[WHAT YOU ARE ASKED TO DO]: Could you copy out all of the entries exactly?

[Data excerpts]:
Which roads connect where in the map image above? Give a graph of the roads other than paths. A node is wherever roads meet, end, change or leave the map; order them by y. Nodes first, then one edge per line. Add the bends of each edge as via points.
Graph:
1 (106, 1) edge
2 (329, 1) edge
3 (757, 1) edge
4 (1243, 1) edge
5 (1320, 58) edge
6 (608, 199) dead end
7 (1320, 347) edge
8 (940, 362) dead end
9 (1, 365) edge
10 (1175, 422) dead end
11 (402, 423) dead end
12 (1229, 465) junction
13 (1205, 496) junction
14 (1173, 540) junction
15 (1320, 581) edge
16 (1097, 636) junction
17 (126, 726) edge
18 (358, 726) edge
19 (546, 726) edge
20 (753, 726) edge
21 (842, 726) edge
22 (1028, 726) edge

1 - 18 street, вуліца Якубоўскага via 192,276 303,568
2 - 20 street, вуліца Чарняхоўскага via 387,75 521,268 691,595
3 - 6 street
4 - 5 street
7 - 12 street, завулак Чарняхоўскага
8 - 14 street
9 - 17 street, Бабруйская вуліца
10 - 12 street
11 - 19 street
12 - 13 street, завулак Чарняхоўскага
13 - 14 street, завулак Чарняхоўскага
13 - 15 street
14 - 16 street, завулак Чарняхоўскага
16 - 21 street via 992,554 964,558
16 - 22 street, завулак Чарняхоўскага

[RESPONSE AREA]:
Which roads connect where in the map image above? Give a graph of the roads other than paths. A node is wherever roads meet, end, change or leave the map; order them by y. Nodes first, then one edge per line. Add the bends of each edge as via points.
Graph:
1 (106, 1) edge
2 (329, 1) edge
3 (757, 1) edge
4 (1243, 1) edge
5 (1320, 58) edge
6 (608, 199) dead end
7 (1320, 347) edge
8 (940, 362) dead end
9 (1, 365) edge
10 (1175, 422) dead end
11 (402, 423) dead end
12 (1229, 465) junction
13 (1205, 496) junction
14 (1173, 540) junction
15 (1320, 581) edge
16 (1097, 636) junction
17 (126, 726) edge
18 (358, 726) edge
19 (546, 726) edge
20 (753, 726) edge
21 (842, 726) edge
22 (1028, 726) edge

1 - 18 street, вуліца Якубоўскага via 192,276 303,568
2 - 20 street, вуліца Чарняхоўскага via 387,75 521,268 691,595
3 - 6 street
4 - 5 street
7 - 12 street, завулак Чарняхоўскага
8 - 14 street
9 - 17 street, Бабруйская вуліца
10 - 12 street
11 - 19 street
12 - 13 street, завулак Чарняхоўскага
13 - 14 street, завулак Чарняхоўскага
13 - 15 street
14 - 16 street, завулак Чарняхоўскага
16 - 21 street via 992,554 964,558
16 - 22 street, завулак Чарняхоўскага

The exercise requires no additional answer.